_Exercise_: The response should be an exact repetition of all the entries.

_Data_:
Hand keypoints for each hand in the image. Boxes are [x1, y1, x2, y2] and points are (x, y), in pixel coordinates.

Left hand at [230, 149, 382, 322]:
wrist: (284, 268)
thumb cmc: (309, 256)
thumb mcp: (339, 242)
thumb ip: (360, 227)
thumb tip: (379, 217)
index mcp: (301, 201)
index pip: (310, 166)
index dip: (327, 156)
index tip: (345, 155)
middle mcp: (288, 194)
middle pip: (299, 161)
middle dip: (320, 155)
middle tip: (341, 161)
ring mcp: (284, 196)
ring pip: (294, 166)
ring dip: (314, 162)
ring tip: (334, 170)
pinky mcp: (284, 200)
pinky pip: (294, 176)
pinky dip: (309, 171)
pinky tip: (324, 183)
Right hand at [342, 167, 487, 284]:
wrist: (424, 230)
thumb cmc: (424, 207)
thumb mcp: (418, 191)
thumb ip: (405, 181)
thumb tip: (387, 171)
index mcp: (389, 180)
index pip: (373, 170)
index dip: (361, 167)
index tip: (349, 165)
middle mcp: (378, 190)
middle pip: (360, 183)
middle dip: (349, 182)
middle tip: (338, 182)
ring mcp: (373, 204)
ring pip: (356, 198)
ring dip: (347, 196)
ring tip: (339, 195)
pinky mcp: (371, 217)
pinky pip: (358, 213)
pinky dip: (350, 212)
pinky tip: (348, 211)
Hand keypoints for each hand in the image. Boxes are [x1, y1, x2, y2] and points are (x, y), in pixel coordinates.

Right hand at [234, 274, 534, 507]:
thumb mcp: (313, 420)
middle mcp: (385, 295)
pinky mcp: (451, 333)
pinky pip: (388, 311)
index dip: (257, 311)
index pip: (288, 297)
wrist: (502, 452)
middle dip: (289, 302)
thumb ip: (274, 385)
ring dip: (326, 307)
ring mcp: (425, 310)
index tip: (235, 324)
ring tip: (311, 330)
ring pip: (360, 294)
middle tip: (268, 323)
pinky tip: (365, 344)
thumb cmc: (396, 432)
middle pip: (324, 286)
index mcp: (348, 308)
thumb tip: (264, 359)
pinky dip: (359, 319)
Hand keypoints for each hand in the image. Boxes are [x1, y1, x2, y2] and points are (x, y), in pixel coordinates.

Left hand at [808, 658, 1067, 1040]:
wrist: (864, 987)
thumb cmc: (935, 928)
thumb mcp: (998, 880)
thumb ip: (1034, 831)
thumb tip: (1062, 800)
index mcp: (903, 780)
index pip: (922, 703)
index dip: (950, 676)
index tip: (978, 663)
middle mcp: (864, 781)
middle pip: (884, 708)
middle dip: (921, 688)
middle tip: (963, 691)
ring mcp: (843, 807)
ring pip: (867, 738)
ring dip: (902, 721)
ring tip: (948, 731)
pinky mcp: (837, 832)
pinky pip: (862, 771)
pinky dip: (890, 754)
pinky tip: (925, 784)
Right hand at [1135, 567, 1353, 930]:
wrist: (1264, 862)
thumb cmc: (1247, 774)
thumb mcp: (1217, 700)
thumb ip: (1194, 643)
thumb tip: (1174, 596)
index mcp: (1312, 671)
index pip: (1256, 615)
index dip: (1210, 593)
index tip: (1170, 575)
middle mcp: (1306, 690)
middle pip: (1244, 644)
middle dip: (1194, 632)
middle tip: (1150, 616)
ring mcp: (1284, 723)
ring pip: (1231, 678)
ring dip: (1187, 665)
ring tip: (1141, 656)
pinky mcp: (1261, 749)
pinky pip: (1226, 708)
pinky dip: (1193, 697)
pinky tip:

_Response below_:
Hand keypoints for each hand in the image. Boxes are [x1, y1, x2, y2] and points are (x, y), in pixel coordinates.

Left hand at [230, 149, 382, 322]:
wrist: (284, 268)
thumb cmc: (309, 256)
thumb mcp: (339, 242)
thumb ip: (360, 227)
thumb tip: (379, 217)
index mcp: (301, 201)
index pip: (310, 166)
index dip: (327, 156)
index tip: (345, 155)
middle mcp: (288, 194)
middle pip: (299, 161)
middle dip: (320, 155)
middle tip: (341, 161)
ring mcp: (284, 196)
ring pip: (294, 166)
ring dip: (314, 162)
ring tip: (334, 170)
pinky mcp: (284, 200)
pinky pip: (294, 176)
pinky dip: (309, 171)
pinky tip: (324, 183)
Right hand at [342, 167, 487, 284]:
wrist: (424, 230)
thumb cmc: (424, 207)
thumb mcp: (418, 191)
thumb ip: (405, 181)
thumb tip: (387, 171)
index mcp: (389, 180)
index pip: (373, 170)
index dip: (361, 167)
index tip: (349, 165)
middle mcp: (378, 190)
middle pip: (360, 183)
middle dip: (349, 182)
middle tip: (338, 182)
ring mcp: (373, 204)
ring pip: (356, 198)
ring dip: (347, 196)
ring tip: (339, 195)
pinky mcp: (371, 217)
pinky pip: (358, 213)
pinky dip: (350, 212)
pinky tip: (348, 211)
Hand keypoints for each hand in the image. Boxes are [x1, y1, x2, y2] and points are (x, y), in pixel coordinates.

Right hand at [234, 274, 534, 507]:
thumb mcp: (313, 420)
middle mcp: (385, 295)
pinky mcp: (451, 333)
pinky pip: (388, 311)
index dip: (257, 311)
index pip: (288, 297)
wrist: (502, 452)
middle dip: (289, 302)
thumb ip: (274, 385)
ring dip: (326, 307)
ring mcp: (425, 310)
index tip: (235, 324)
ring tip: (311, 330)
ring pip: (360, 294)
middle tip: (268, 323)
pinky tip: (365, 344)
thumb cmc: (396, 432)
middle pip: (324, 286)
index mcp: (348, 308)
thumb tip: (264, 359)
pinky dip: (359, 319)
Hand keypoints for each hand in the image. Boxes are [x1, y1, x2, y2] and points are (x, y), in pixel coordinates.

Left hand at [808, 658, 1067, 1040]:
wrist: (864, 987)
thumb cmc: (935, 928)
thumb mcp: (998, 880)
thumb ip: (1034, 831)
thumb tip: (1062, 800)
index mcp: (903, 780)
index pip: (922, 703)
index dip: (950, 676)
index tip: (978, 663)
middle mcp: (864, 781)
middle pip: (884, 708)
middle dip: (921, 688)
middle tip: (963, 691)
ring mcp: (843, 807)
ring pip: (867, 738)
ring dip: (902, 721)
ring tip: (948, 731)
pinky mcp: (837, 832)
pinky pip: (862, 771)
pinky dip: (890, 754)
pinky tip: (925, 784)
Right hand at [1135, 567, 1353, 930]:
wrist: (1264, 862)
thumb cmc: (1247, 774)
thumb mcp: (1217, 700)
thumb ip: (1194, 643)
thumb tip: (1174, 596)
index mcp: (1312, 671)
index pip: (1256, 615)
index dip: (1210, 593)
index tip: (1170, 575)
middle mcp: (1306, 690)
middle pip: (1244, 644)
middle dip: (1194, 632)
middle tip: (1150, 616)
ring mcp: (1284, 723)
ring pip: (1231, 678)
ring dip: (1187, 665)
ring tip: (1141, 656)
pinky mcp: (1261, 749)
pinky pip: (1226, 708)
pinky dip: (1193, 697)
pinky tip:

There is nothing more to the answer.